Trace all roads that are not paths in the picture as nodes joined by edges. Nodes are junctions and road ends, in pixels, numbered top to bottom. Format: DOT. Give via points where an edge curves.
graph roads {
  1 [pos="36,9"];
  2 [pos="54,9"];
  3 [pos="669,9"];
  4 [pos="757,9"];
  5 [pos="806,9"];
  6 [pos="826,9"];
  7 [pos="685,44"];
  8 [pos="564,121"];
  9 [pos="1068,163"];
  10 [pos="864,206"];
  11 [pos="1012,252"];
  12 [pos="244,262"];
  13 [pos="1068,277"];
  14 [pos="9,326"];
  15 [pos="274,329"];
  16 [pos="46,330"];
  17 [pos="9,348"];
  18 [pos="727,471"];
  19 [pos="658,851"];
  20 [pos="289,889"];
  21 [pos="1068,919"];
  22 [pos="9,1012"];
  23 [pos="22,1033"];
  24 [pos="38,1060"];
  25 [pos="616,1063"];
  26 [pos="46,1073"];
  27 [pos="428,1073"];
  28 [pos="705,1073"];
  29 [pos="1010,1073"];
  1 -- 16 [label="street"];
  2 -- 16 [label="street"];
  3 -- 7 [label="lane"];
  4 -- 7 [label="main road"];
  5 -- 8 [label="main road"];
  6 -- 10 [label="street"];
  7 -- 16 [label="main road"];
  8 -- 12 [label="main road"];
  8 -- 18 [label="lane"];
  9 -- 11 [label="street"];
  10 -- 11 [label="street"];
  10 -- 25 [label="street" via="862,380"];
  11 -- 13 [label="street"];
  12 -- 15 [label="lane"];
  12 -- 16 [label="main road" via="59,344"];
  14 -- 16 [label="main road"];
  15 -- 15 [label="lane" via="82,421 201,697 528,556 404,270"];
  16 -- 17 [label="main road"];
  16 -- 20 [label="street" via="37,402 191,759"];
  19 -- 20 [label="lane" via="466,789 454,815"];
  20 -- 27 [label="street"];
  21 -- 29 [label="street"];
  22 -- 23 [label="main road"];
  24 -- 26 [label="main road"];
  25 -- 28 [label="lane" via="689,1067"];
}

----------------------------------------

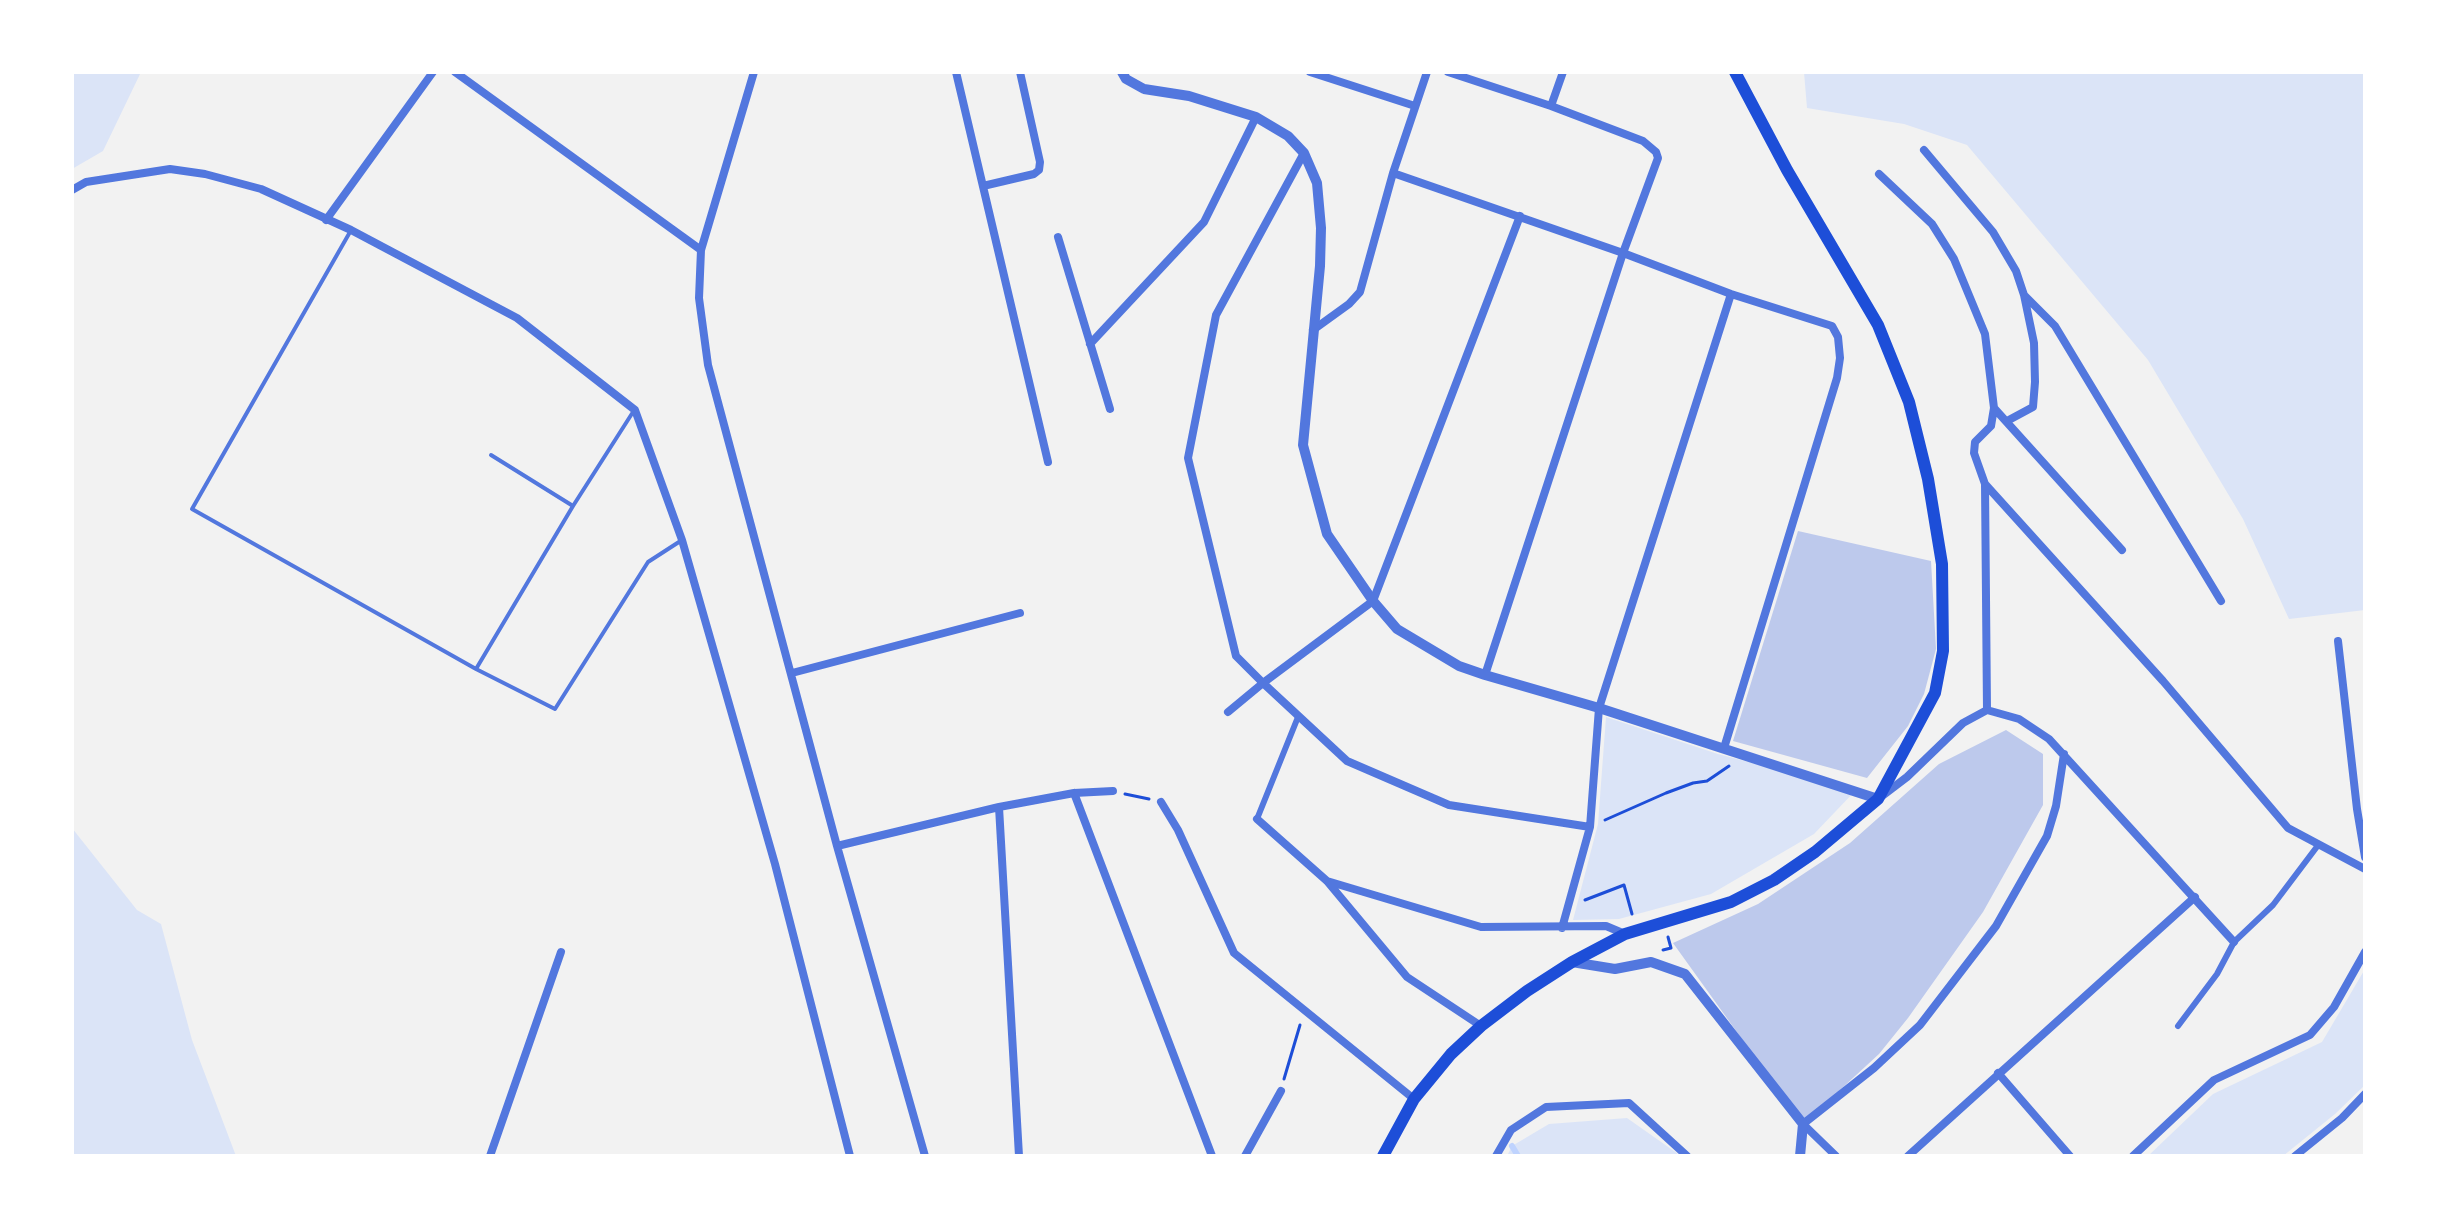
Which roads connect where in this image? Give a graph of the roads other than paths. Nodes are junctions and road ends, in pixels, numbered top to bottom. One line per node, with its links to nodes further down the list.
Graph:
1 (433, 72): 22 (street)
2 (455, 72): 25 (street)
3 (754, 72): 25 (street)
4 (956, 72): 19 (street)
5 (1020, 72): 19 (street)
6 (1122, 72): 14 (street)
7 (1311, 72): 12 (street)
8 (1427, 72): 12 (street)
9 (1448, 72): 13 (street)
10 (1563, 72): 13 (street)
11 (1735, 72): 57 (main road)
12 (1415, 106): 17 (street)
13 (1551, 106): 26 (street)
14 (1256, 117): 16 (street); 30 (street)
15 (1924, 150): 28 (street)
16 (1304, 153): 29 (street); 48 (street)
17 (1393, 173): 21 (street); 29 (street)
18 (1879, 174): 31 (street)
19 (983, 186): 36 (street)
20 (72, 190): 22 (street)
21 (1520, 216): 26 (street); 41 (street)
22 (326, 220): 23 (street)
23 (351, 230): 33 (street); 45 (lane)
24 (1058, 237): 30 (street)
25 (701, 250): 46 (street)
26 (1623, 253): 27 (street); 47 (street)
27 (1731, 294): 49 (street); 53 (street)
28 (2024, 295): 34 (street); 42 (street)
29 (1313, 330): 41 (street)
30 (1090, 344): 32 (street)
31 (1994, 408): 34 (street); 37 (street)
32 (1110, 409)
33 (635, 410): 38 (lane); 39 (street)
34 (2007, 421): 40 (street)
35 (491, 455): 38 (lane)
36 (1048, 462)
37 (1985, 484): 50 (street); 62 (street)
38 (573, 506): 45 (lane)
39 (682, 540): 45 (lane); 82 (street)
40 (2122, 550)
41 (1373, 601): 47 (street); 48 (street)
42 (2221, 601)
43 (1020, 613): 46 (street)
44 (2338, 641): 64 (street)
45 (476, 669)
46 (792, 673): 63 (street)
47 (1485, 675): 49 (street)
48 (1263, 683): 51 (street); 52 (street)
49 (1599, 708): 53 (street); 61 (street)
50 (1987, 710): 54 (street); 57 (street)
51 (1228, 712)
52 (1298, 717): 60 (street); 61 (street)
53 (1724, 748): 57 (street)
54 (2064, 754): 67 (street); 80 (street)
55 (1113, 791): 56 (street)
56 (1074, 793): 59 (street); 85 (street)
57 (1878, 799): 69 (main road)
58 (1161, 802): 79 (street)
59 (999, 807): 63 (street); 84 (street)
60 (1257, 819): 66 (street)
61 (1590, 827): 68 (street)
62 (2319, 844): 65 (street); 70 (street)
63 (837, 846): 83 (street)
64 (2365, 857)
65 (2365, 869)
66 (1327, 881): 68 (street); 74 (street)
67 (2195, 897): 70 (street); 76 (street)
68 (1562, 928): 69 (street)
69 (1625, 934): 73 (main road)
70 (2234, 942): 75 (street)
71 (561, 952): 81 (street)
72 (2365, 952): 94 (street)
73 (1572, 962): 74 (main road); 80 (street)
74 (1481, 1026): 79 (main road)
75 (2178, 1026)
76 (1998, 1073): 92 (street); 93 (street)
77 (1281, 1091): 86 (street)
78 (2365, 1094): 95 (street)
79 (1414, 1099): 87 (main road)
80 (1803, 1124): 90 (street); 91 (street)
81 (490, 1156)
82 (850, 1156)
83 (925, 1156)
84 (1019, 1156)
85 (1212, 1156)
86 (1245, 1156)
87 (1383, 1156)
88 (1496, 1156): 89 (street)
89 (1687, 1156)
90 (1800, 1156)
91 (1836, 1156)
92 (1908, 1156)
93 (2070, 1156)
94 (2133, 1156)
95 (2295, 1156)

----------------------------------------

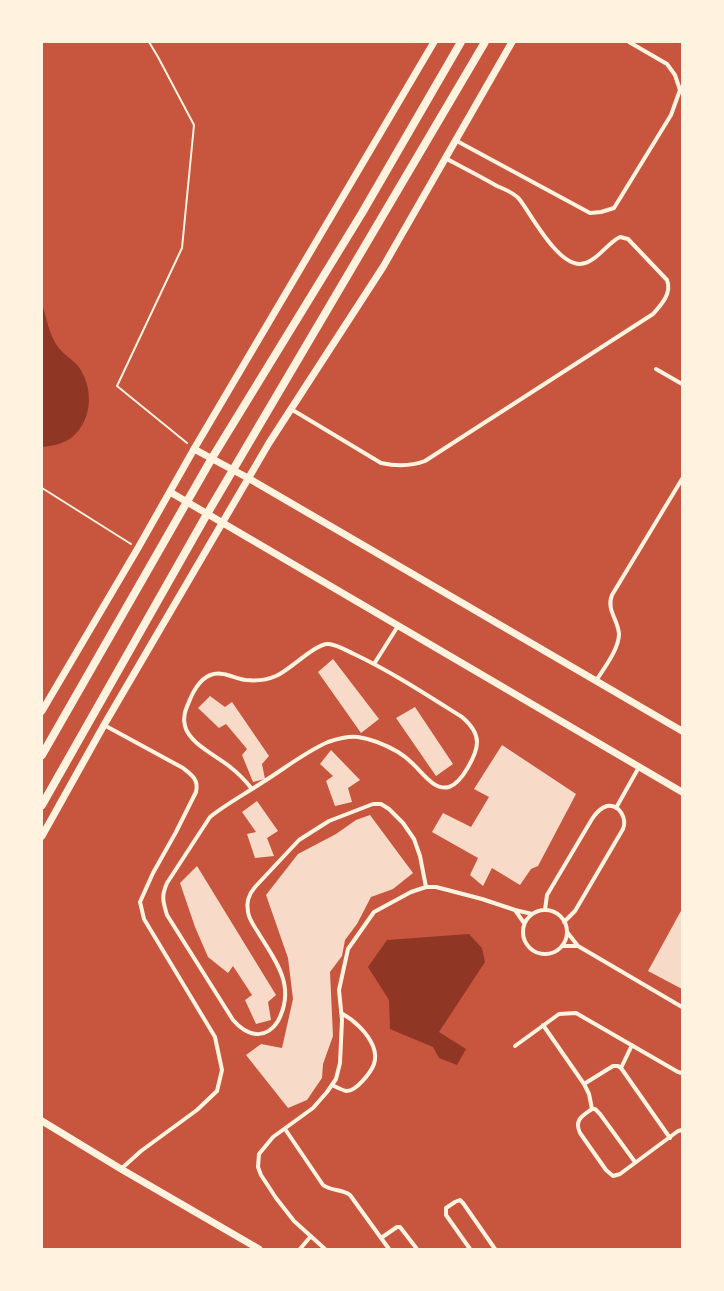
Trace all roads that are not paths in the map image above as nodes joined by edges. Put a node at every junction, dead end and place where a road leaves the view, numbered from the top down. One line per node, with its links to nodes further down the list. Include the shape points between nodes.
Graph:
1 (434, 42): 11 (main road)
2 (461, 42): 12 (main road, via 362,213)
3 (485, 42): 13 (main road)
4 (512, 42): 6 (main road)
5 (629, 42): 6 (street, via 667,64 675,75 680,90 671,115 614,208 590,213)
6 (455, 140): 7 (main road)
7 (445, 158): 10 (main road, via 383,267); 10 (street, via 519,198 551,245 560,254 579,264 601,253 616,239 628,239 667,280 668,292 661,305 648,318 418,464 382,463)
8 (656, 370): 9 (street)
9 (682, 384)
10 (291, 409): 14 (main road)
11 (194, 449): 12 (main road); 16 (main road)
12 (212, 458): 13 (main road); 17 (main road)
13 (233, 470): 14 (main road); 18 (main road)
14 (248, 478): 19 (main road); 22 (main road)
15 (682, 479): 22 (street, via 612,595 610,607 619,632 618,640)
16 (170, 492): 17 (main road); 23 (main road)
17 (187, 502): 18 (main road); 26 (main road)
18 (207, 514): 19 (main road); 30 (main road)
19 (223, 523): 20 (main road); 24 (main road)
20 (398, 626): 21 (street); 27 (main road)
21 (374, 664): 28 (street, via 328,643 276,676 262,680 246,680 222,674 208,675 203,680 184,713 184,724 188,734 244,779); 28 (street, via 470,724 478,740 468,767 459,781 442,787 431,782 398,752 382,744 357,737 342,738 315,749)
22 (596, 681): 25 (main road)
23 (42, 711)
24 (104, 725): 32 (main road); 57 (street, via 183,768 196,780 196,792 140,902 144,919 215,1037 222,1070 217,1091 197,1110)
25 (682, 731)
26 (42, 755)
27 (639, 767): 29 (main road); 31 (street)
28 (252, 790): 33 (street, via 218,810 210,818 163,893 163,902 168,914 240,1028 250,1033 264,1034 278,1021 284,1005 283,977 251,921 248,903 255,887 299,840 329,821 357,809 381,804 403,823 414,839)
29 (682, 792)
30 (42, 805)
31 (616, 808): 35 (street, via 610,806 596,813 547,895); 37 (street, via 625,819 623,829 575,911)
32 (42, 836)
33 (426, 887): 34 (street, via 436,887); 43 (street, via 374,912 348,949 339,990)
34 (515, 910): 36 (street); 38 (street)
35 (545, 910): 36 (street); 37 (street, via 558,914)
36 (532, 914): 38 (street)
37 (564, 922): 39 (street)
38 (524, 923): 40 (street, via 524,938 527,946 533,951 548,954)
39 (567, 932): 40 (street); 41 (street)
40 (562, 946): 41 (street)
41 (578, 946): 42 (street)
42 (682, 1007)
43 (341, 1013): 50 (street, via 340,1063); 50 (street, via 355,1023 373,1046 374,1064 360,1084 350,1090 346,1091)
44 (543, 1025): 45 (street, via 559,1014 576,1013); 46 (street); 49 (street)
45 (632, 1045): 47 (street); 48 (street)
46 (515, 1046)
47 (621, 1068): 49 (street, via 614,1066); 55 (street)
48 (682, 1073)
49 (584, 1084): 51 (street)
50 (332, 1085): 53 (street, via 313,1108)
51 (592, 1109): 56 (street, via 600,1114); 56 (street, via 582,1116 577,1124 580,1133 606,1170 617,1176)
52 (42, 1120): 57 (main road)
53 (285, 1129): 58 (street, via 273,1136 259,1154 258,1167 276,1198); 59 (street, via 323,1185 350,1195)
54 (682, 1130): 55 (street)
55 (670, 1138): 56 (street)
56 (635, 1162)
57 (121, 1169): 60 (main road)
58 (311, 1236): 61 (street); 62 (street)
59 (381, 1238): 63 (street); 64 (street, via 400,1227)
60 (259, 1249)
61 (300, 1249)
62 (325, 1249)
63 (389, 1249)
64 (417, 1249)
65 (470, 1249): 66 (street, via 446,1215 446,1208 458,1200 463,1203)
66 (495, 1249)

----------------------------------------

Look over the listing above and copy each line that contains "pixels".

Trace all roads that are not paths in the picture as nodes joined by edges. Nodes are junctions and road ends, in pixels, numbered top to bottom. Format: DOT. Give via points where an edge curves.
Which roads connect where in this image? Give a graph of the roads other than paths. Nodes are junctions and road ends, in pixels, numbered top to bottom. One line per node, with its links to nodes further down the list.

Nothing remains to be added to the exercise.